- Understand how your customers' expectations are rising and changing over time. What was good enough last year may not be good enough now. Use customer surveys, interviews and focus groups to understand what your customers really want, what they value and what they believe they are getting from your business.
- Use quality service to differentiate your business from your competition. Your products may be reliable and up-to-date, but your competitors' goods are too. Your delivery systems may be fast and user-friendly, but so are your competitors. You can make a more lasting difference by providing personalized, responsive and extra-mile service that stands out in an unique way your customers will appreciate and remember.
- Set and achieve high service standards. You can go beyond basic and expected levels of service to provide your customers with desired and even surprising service interactions. Determine the standard for service in your industry, and then find a way to go beyond it. Give more choice than the usual, be more flexible than normal, be faster than average, and extend a better warranty than all the others.
- Learn to manage your customers' expectations. You can't always give customers everything their hearts desire. Sometimes you need to bring their expectations into line with what you know you can deliver. The best way to do this is by first building a reputation for making and keeping clear promises. Once you have established a base of trust and good reputation, you only need to ask your customers for their patience in the rare instances when you cannot meet their first request. Nine out of ten times, they will extend their understanding and the leeway that you need. The second way to manage customers' expectations is to under promise, then over deliver.

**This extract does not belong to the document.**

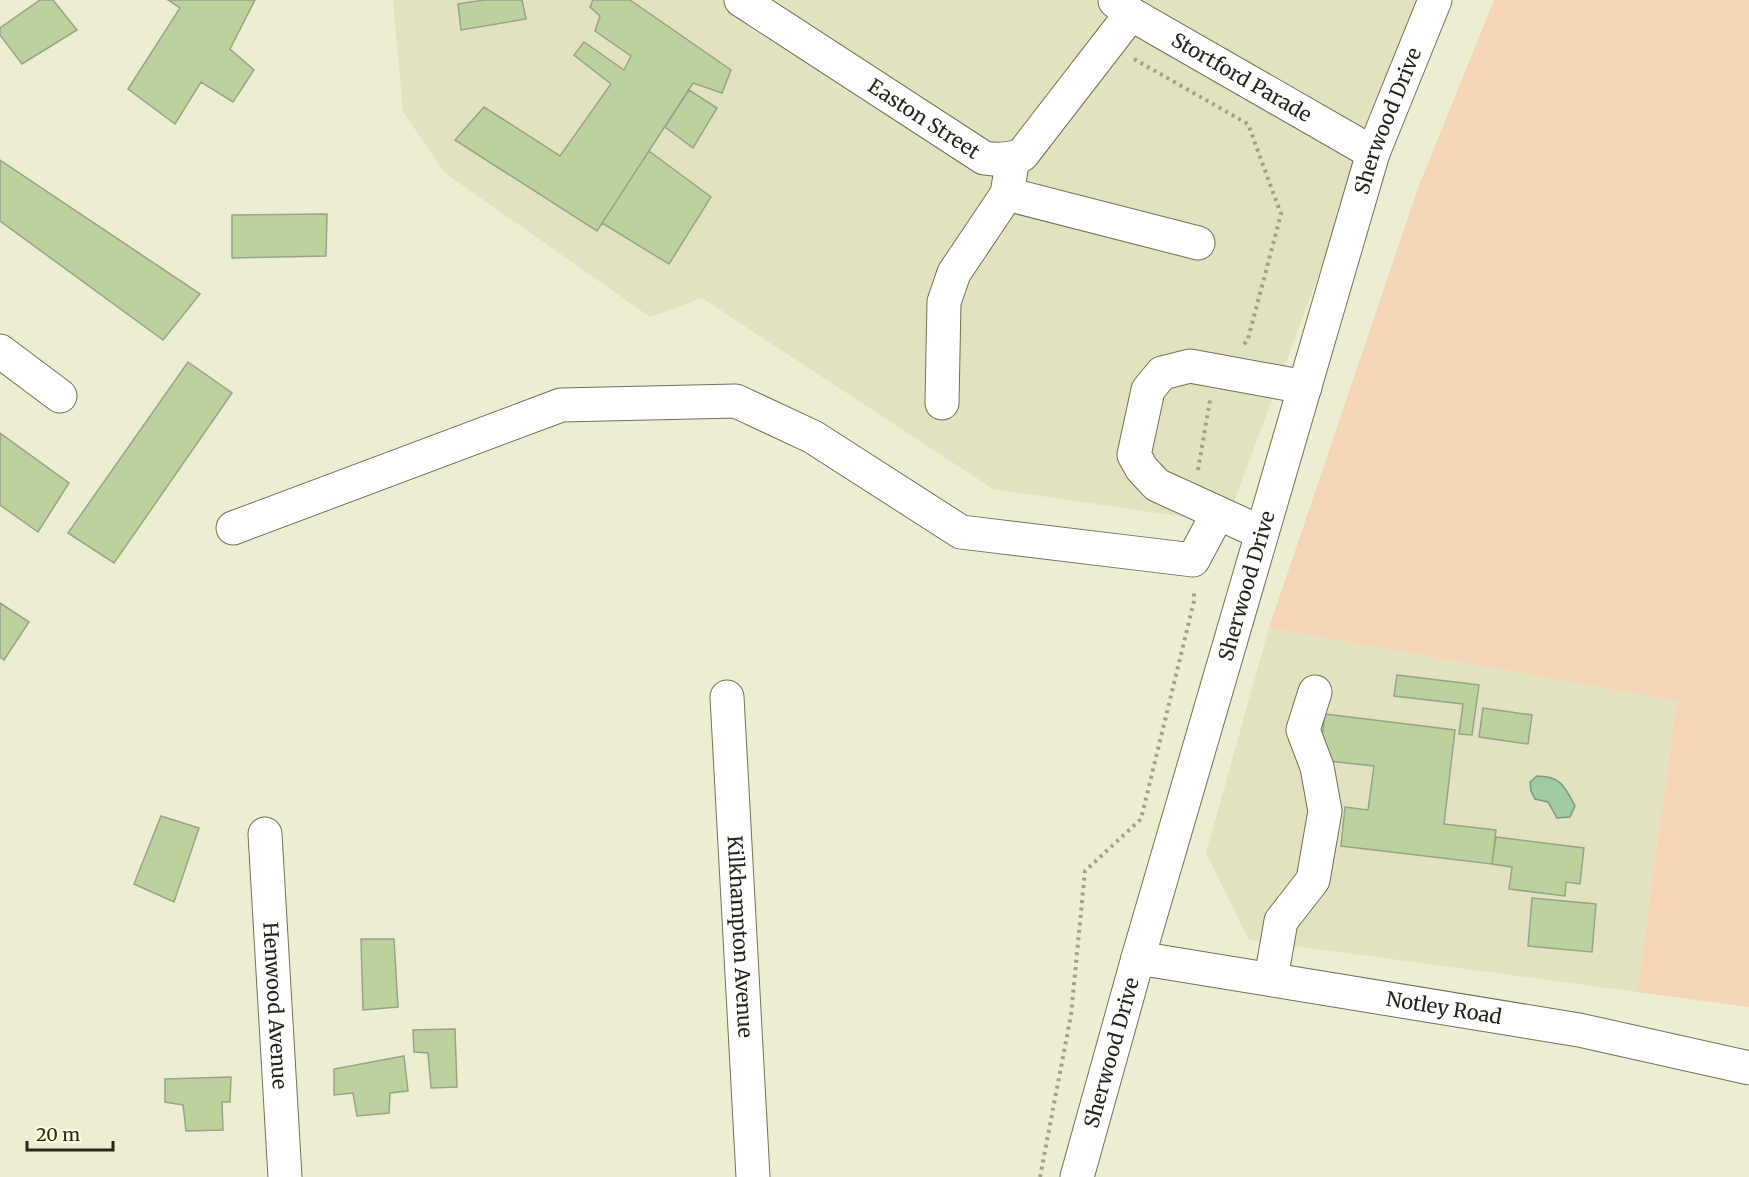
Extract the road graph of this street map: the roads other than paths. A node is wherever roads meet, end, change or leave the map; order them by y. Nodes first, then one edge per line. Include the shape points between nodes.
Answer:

- Bounce back with effective service recovery. Sometimes things do go wrong. When it happens to your customers, do everything you can to set things right. Fix the problem and show sincere concern for any discomfort, frustration or inconvenience. Then do a little bit more by giving your customer something positive to remember- a token of appreciation, a discount or free upgrade. This is not the time to assign blame for what went wrong or to calculate the costs of repair. Restoring customer goodwill is worth the price in positive word-of-mouth and new business.
- Appreciate your complaining customers. Customers with complaints can be your best allies in building and improving your business. They point out where your system faulty or your procedures are weak and problematic. They show where your products or service are below expectations. They point out areas where your competitors are getting ahead or where your staff is falling behind. These are the same insights and conclusions companies pay consultants to provide. But a complainer gives them to you free. And remember, for every person who complains, there are many more who don't bother to tell you. The others just take their business elsewhere and speak badly about you. At least the complainer gives you a chance to reply and set things right.
- Take personal responsibility. In many organizations, people are quick to blame others for problems or difficulties at work: managers blame staff, staff blame managers, Engineering blames Sales, Sales blames Marketing and everyone blames Finance. This does not help. In fact, all the finger-pointing make things much worse. Blaming yourself does not work, either. No matter how many mistakes you may have made, tomorrow is another chance to do better. You need high self-esteem to give good service. Feeling ashamed doesn't help. It doesn't make sense to make excuses and blame the computers, the system or the budget, either. This kind of justification only prolongs the pain before the necessary changes can take place. The most reliable way to bring about constructive change in your organization is to take personal responsibility and help make good things happen. When you see something that needs to be done, do it. If you see something needs to be done in another department, recommend it. Be the person who makes suggestions, proposes new ideas and volunteers to help on problem solving teams, projects and solutions.
- See the world from each customer's point of view. We often get so caught up in own world that we lose sight of what our customers actually experience. Make time to stand on the other side of the counter or listen on the other end of the phone. Be a mystery shopper at your own place of business. Or become a customer of your best competition. What you notice when you look from the other side is what your customers experience every day.
Time to start now!!!!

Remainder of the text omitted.